Sunday, 20 September 2020

What I learned In The 1960s

This is relevant to something in Poul Anderson's The Shield Of Time but I will lead up to it. 

From 1960 to 1967, I attended a boarding school in the Republic of Ireland. I read a lot of extracurricular sf. (About twenty years later, I taught in a school in England where an English class read Fahrenheit 451.) My reading included Poul Anderson although he was not on my top list yet. In those days, the must read authors were Heinlein, Asimov, Blish and Simak. I privately read retellings of Norse mythology which was a good preparation for Anderson's heroic fantasies.

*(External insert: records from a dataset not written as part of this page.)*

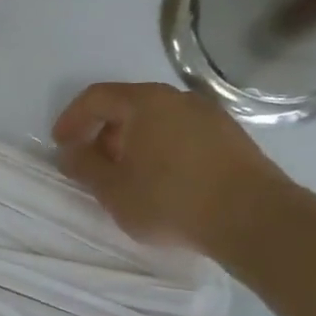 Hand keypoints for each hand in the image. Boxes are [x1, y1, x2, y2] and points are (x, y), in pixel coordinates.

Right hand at [51, 82, 291, 255]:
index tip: (61, 146)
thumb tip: (70, 153)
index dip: (72, 119)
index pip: (96, 97)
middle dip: (103, 133)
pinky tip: (161, 181)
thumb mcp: (112, 189)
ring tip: (126, 177)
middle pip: (128, 106)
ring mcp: (210, 116)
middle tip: (93, 164)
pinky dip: (161, 149)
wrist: (253, 218)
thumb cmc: (170, 199)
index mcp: (145, 103)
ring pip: (157, 121)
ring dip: (133, 143)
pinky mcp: (231, 138)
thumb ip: (84, 167)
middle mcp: (179, 99)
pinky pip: (182, 134) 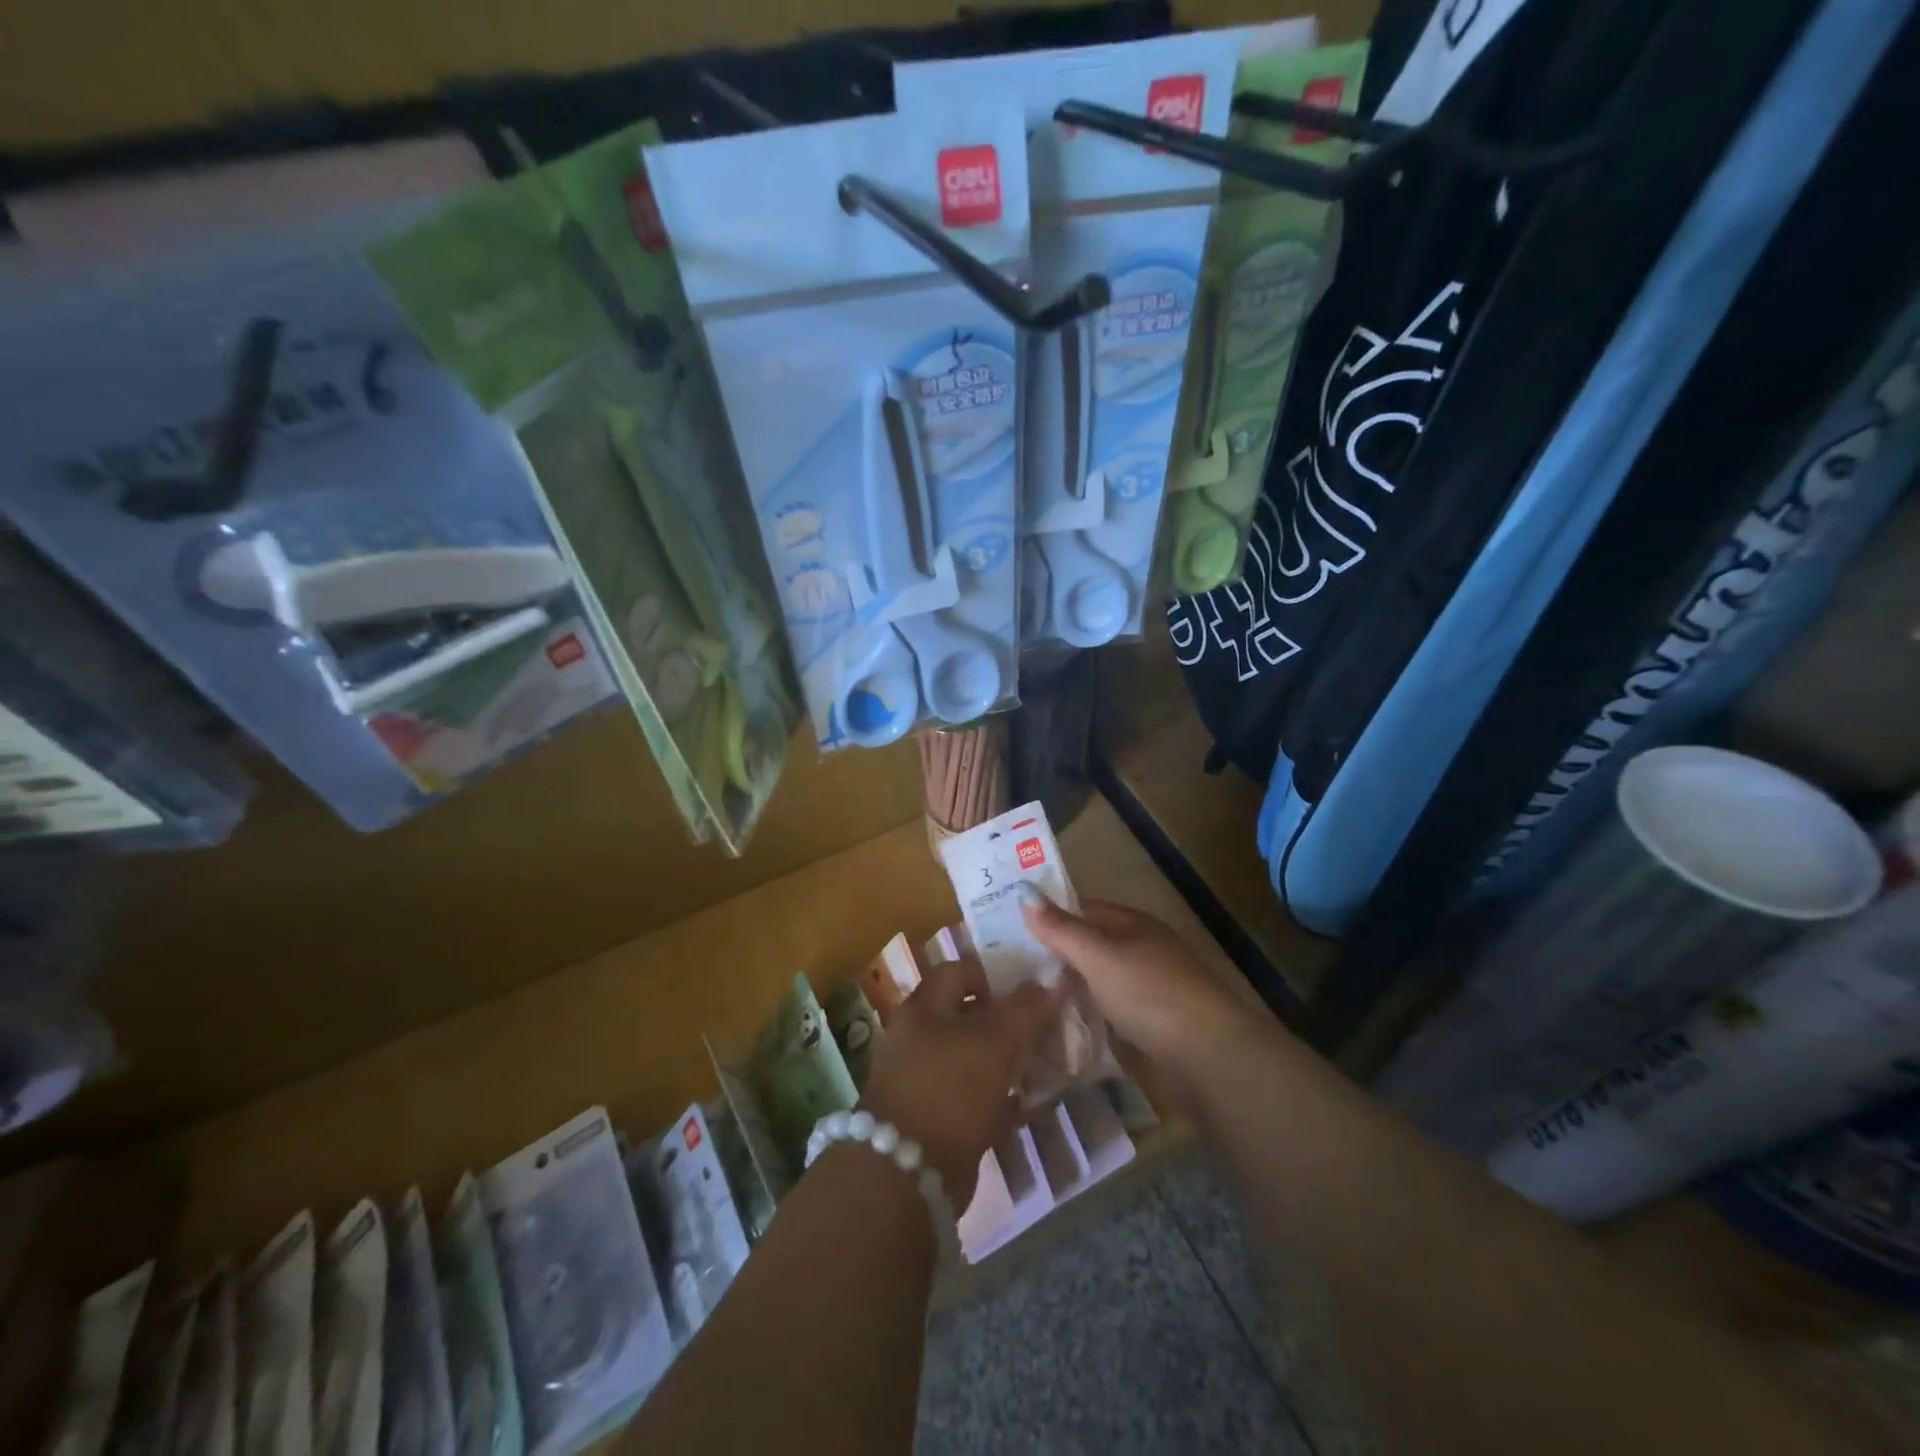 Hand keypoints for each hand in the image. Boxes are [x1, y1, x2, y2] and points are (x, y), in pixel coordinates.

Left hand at [858, 958, 1060, 1208]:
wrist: (909, 1172)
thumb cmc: (951, 1088)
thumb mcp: (995, 1041)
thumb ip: (1026, 1010)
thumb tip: (1052, 982)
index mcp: (924, 1007)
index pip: (960, 970)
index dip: (995, 975)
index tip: (1030, 992)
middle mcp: (919, 1037)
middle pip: (969, 1016)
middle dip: (1008, 1021)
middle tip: (1046, 1029)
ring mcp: (925, 1079)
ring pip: (974, 1058)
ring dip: (1008, 1061)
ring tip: (1045, 1065)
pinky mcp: (936, 1118)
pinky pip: (974, 1098)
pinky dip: (1000, 1099)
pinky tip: (1030, 1105)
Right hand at [1021, 897, 1261, 1108]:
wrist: (1207, 1056)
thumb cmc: (1150, 993)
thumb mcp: (1099, 956)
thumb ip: (1061, 929)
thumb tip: (1023, 891)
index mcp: (1134, 924)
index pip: (1084, 909)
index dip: (1050, 914)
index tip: (1010, 926)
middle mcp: (1142, 951)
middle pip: (1091, 946)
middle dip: (1055, 955)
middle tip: (1006, 966)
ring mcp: (1148, 990)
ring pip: (1098, 982)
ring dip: (1069, 988)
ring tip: (1023, 998)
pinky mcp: (1150, 1027)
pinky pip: (1108, 1013)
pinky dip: (1086, 1016)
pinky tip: (1058, 1027) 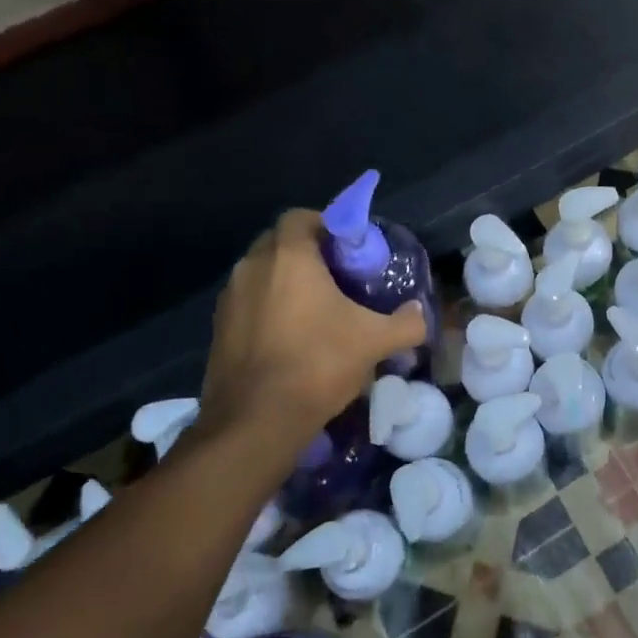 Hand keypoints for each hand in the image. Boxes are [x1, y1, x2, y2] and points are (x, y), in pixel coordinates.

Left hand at [197, 209, 426, 456]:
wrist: (256, 421)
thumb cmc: (318, 363)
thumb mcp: (375, 341)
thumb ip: (406, 322)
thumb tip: (420, 313)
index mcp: (288, 257)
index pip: (301, 217)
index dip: (326, 226)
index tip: (348, 250)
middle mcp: (252, 267)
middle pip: (279, 243)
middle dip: (306, 253)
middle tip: (337, 278)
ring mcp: (229, 299)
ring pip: (261, 274)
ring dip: (285, 282)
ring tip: (315, 310)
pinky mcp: (218, 329)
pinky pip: (248, 304)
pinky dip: (267, 309)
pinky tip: (291, 338) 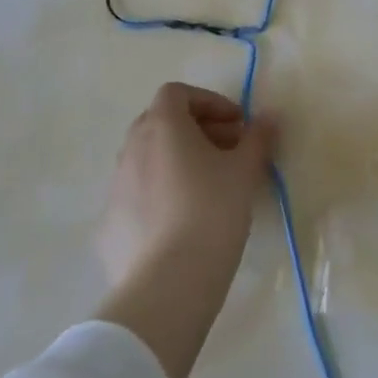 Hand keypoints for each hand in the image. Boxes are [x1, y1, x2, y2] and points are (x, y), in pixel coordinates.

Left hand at [94, 83, 277, 377]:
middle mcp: (131, 149)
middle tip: (228, 151)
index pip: (177, 93)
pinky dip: (160, 195)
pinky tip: (183, 223)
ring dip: (177, 161)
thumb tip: (269, 117)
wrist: (168, 285)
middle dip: (196, 130)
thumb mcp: (245, 171)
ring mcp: (115, 188)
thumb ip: (258, 138)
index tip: (237, 124)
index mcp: (162, 127)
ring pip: (148, 160)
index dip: (209, 102)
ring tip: (209, 188)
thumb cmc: (212, 211)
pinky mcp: (108, 226)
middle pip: (160, 123)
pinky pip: (138, 196) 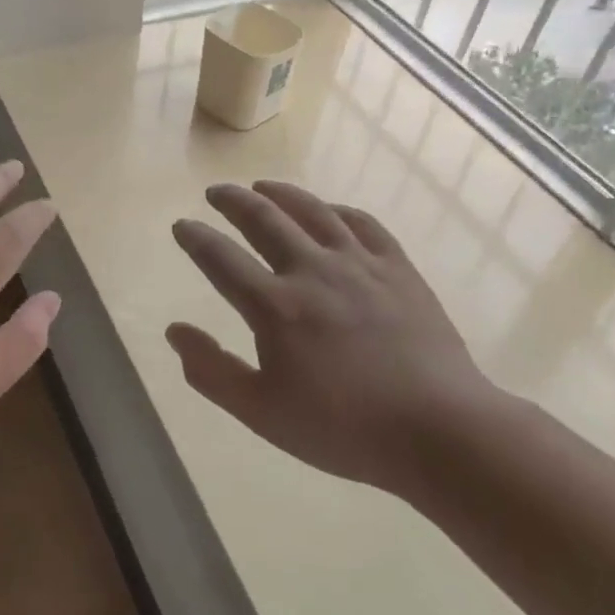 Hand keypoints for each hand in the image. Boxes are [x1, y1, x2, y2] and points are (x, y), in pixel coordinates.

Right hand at [168, 180, 501, 494]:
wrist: (440, 430)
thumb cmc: (344, 428)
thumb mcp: (262, 413)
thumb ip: (212, 371)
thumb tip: (174, 331)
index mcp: (275, 307)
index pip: (221, 259)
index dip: (196, 238)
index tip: (182, 225)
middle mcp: (312, 271)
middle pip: (264, 220)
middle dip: (233, 201)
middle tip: (216, 192)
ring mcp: (359, 265)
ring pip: (313, 211)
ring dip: (281, 193)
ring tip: (262, 185)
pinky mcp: (398, 269)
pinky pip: (363, 224)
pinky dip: (338, 210)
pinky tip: (330, 210) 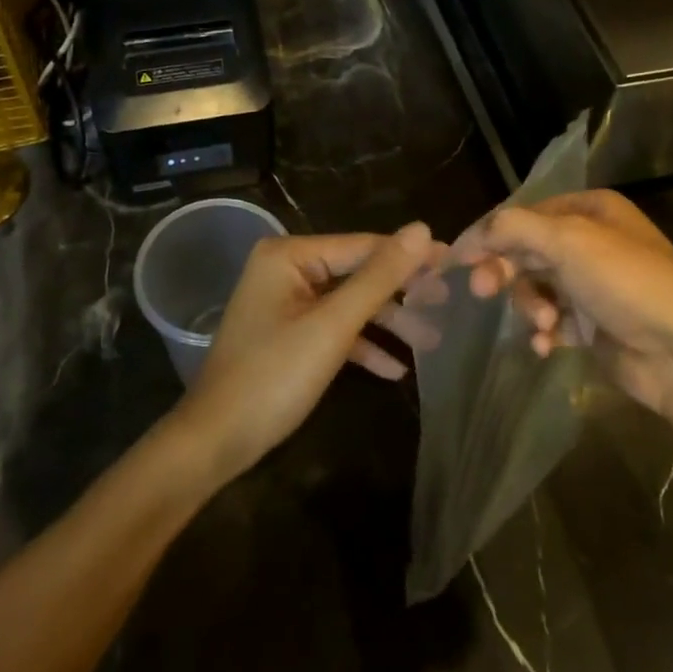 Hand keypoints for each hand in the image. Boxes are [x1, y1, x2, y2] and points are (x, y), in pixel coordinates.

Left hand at [173, 225, 441, 481]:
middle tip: (449, 304)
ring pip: (348, 303)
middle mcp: (285, 268)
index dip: (410, 256)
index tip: (456, 263)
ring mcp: (285, 302)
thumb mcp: (333, 326)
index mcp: (289, 255)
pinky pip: (333, 328)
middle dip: (401, 294)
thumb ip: (378, 278)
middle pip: (357, 273)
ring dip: (387, 323)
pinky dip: (361, 344)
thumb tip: (422, 229)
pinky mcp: (288, 332)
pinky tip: (395, 368)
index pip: (363, 245)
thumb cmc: (273, 378)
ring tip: (433, 340)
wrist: (216, 441)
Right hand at [452, 191, 672, 427]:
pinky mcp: (594, 324)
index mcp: (590, 209)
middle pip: (526, 251)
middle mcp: (591, 241)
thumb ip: (514, 228)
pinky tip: (548, 346)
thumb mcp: (570, 241)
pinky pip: (553, 321)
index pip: (524, 215)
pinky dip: (545, 332)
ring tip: (545, 325)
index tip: (459, 259)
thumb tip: (472, 234)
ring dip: (531, 306)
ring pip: (536, 287)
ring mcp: (593, 285)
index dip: (490, 235)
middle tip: (482, 291)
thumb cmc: (629, 284)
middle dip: (505, 272) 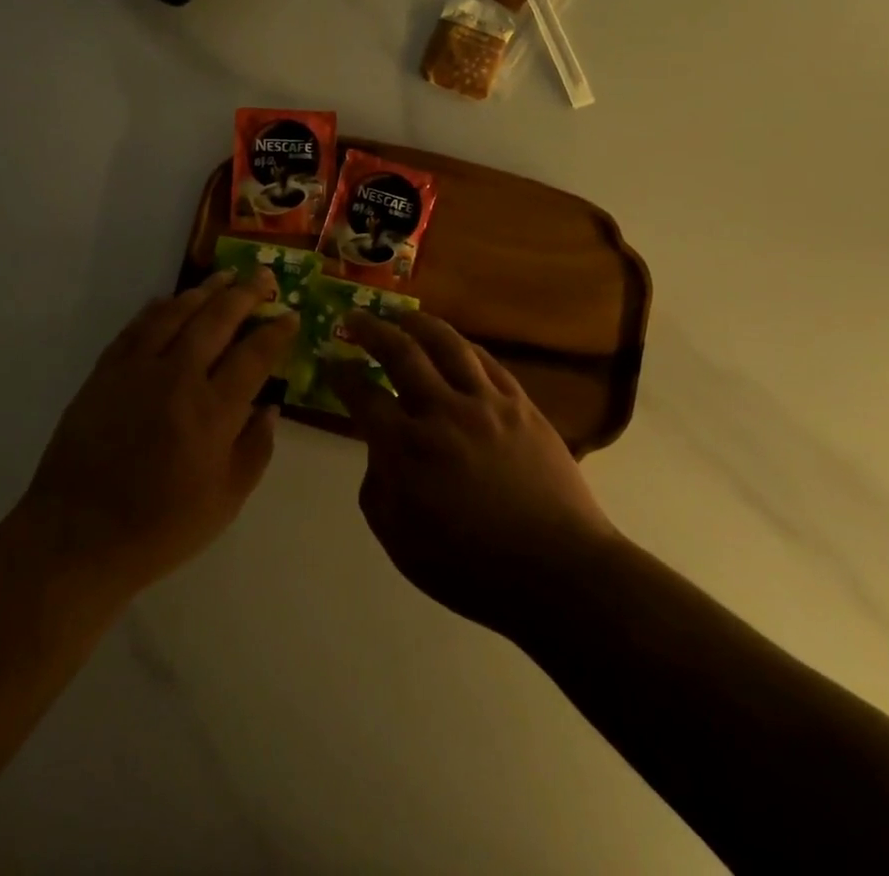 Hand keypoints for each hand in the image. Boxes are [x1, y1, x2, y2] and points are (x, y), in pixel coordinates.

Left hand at [19, 268, 296, 596]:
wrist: (77, 535)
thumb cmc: (160, 527)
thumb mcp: (225, 502)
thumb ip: (255, 449)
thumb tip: (270, 406)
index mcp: (213, 412)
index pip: (254, 356)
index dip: (276, 332)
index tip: (290, 316)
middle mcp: (178, 378)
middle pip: (217, 320)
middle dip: (245, 294)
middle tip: (262, 276)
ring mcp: (137, 369)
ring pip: (177, 313)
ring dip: (204, 291)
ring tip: (224, 276)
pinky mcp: (105, 371)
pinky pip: (137, 327)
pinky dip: (158, 308)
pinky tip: (170, 300)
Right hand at [329, 311, 620, 635]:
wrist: (557, 572)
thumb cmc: (472, 568)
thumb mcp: (400, 543)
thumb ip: (378, 490)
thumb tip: (380, 453)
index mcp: (406, 448)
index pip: (363, 396)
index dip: (342, 375)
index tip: (331, 361)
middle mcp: (442, 412)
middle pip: (400, 353)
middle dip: (371, 330)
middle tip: (355, 315)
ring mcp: (485, 403)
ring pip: (447, 345)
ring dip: (419, 324)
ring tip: (402, 315)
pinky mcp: (520, 405)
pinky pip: (487, 362)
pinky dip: (464, 345)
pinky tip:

In Latin class, we read some Caesar and Virgil and I was delighted to learn that Romulus was supposed to be descended from Aeneas, thus that Rome was a sequel to Troy. This was good preparation for certain Time Patrol stories and also for The King Of Ys. In fact, we translated a sentence about the younger Scipio rescuing his father in battle. I reflected that Manse Everard had to be nearby.

In History class, we learned that each newly installed Holy Roman Emperor had to trek down into Italy to sort out the Pope and the Italian states, which finally leads us to:

"A year ago, Lothair, the old Holy Roman Emperor, had crossed the Alps to aid Pope Innocent II against Roger II, King of Capua, Apulia, and Sicily."
-The Shield Of Time, PART SIX, 1137alpha A. D. p. 272. 
 
PART SIX contains a lot of concentrated historical information which I will try to summarize on the blog.

1 comment:

Sean M. Brooks said...

Kaor, Paul!

I remember how, in one of my old history books for what is called 'high school" in the States, the chapter about the Holy Roman Empire for a textbook ended with the author suggesting it would have been better for the Empire if the Emperors had not so often gotten entangled in Italian politics. That if the Emperors had been content to focus mostly in German and central European affairs, then it would have become a united and powerful realm. Might that have been better for the world if there had been no "Reformation," no Thirty Years War, no Bismarck, no Hitler, Lenin, Stalin, etc.? Impossible to tell!